---------- DATA FOR THIS EXERCISE
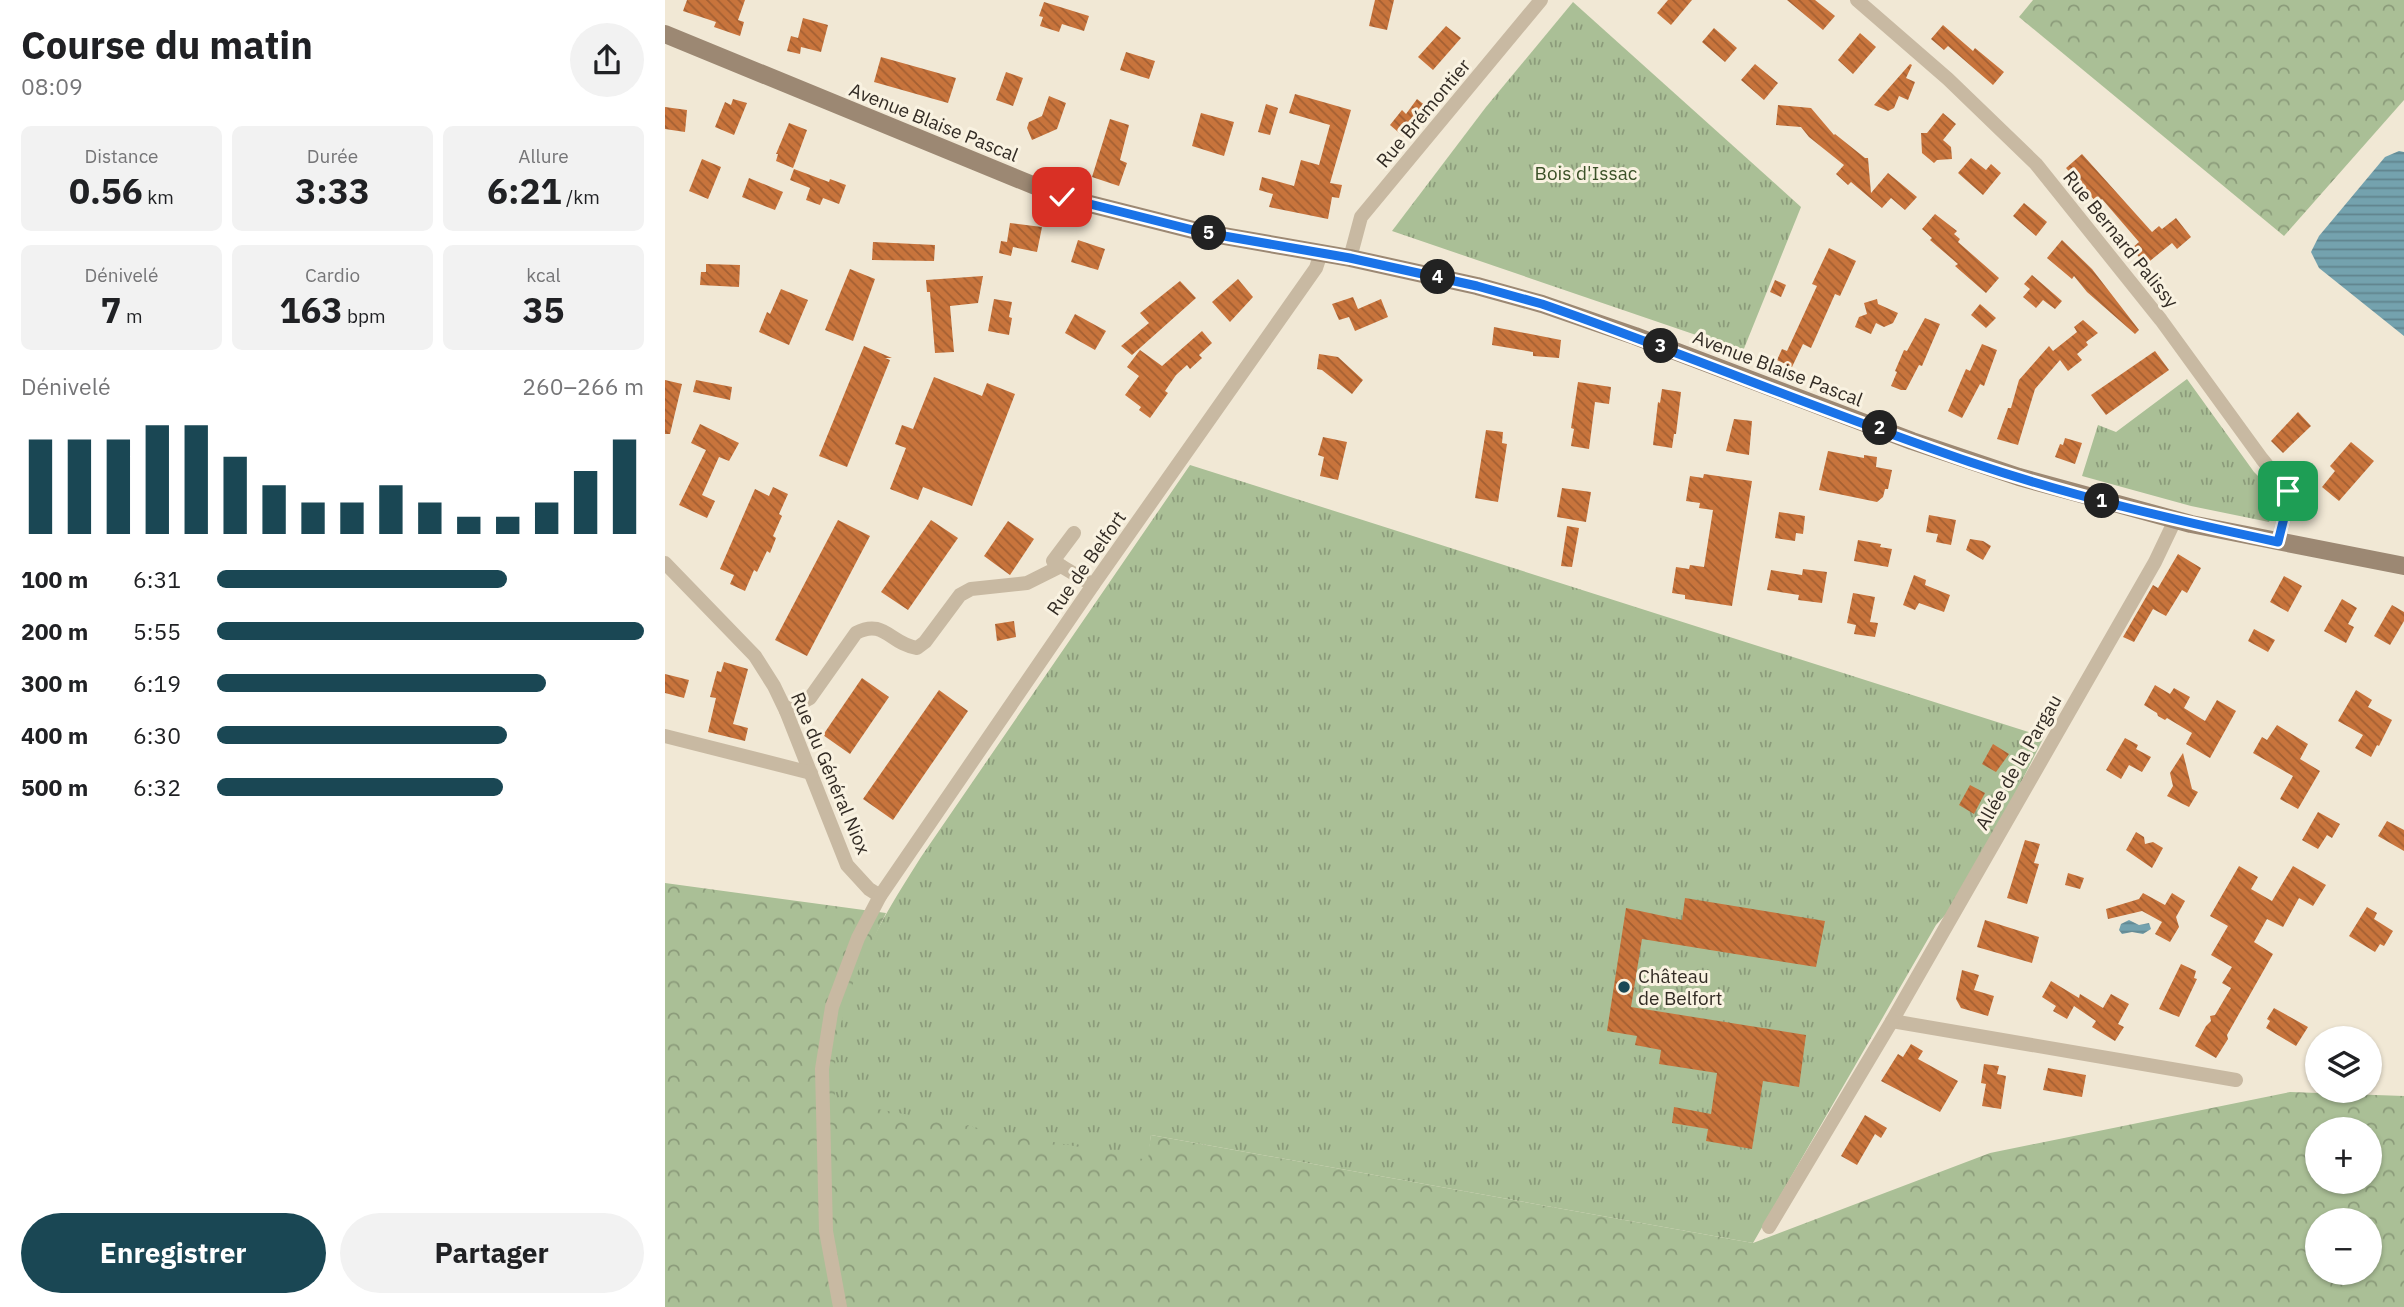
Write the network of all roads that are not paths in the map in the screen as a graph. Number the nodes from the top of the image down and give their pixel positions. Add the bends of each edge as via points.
1 (1541, 0) edge
2 (1857, 0) edge
3 (665, 34) edge
4 (1321, 253) junction
5 (1350, 258) junction
6 (2175, 520) junction
7 (1074, 533) dead end
8 (2278, 542) junction
9 (665, 564) edge
10 (1061, 566) junction
11 (2404, 566) edge
12 (1093, 585) junction
13 (786, 711) junction
14 (665, 736) edge
15 (811, 773) junction
16 (880, 896) junction
17 (1892, 1021) junction
18 (2236, 1080) dead end
19 (1769, 1227) dead end
20 (840, 1307) edge

1 - 5 street, Rue Brémontier via 1361,217
2 - 8 street, Rue Bernard Palissy via 2036,164 2141,295 2288,491
3 - 4 main road, Avenue Blaise Pascal via 1062,197 1201,232
4 - 5 main road, Avenue Blaise Pascal
4 - 12 street, Rue de Belfort via 1316,268
5 - 6 main road, Avenue Blaise Pascal via 1542,304 1970,461
6 - 8 main road, Avenue Blaise Pascal
6 - 17 street, Allée de la Pargau
7 - 10 street via 1053,561
8 - 11 main road, Avenue Blaise Pascal
9 - 13 street, Rue du Général Niox via 755,656
10 - 12 street
10 - 13 street via 1027,583 971,589 960,595 917,648 905,646 879,628 856,632 810,698
12 - 16 street, Rue de Belfort
13 - 15 street, Rue du Général Niox
14 - 15 street
15 - 16 street, Rue du Général Niox via 847,865
16 - 20 street via 858,937 832,1007 822,1069 826,1231
17 - 18 street
17 - 19 street, Allée de la Pargau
--------------------
Your task is to retype the records above in full and exactly, omitting the pictures.

- [EXERCISE RESPONSE]:
Write the network of all roads that are not paths in the map in the screen as a graph. Number the nodes from the top of the image down and give their pixel positions. Add the bends of each edge as via points.
1 (1541, 0) edge
2 (1857, 0) edge
3 (665, 34) edge
4 (1321, 253) junction
5 (1350, 258) junction
6 (2175, 520) junction
7 (1074, 533) dead end
8 (2278, 542) junction
9 (665, 564) edge
10 (1061, 566) junction
11 (2404, 566) edge
12 (1093, 585) junction
13 (786, 711) junction
14 (665, 736) edge
15 (811, 773) junction
16 (880, 896) junction
17 (1892, 1021) junction
18 (2236, 1080) dead end
19 (1769, 1227) dead end
20 (840, 1307) edge

1 - 5 street, Rue Brémontier via 1361,217
2 - 8 street, Rue Bernard Palissy via 2036,164 2141,295 2288,491
3 - 4 main road, Avenue Blaise Pascal via 1062,197 1201,232
4 - 5 main road, Avenue Blaise Pascal
4 - 12 street, Rue de Belfort via 1316,268
5 - 6 main road, Avenue Blaise Pascal via 1542,304 1970,461
6 - 8 main road, Avenue Blaise Pascal
6 - 17 street, Allée de la Pargau
7 - 10 street via 1053,561
8 - 11 main road, Avenue Blaise Pascal
9 - 13 street, Rue du Général Niox via 755,656
10 - 12 street
10 - 13 street via 1027,583 971,589 960,595 917,648 905,646 879,628 856,632 810,698
12 - 16 street, Rue de Belfort
13 - 15 street, Rue du Général Niox
14 - 15 street
15 - 16 street, Rue du Général Niox via 847,865
16 - 20 street via 858,937 832,1007 822,1069 826,1231
17 - 18 street
17 - 19 street, Allée de la Pargau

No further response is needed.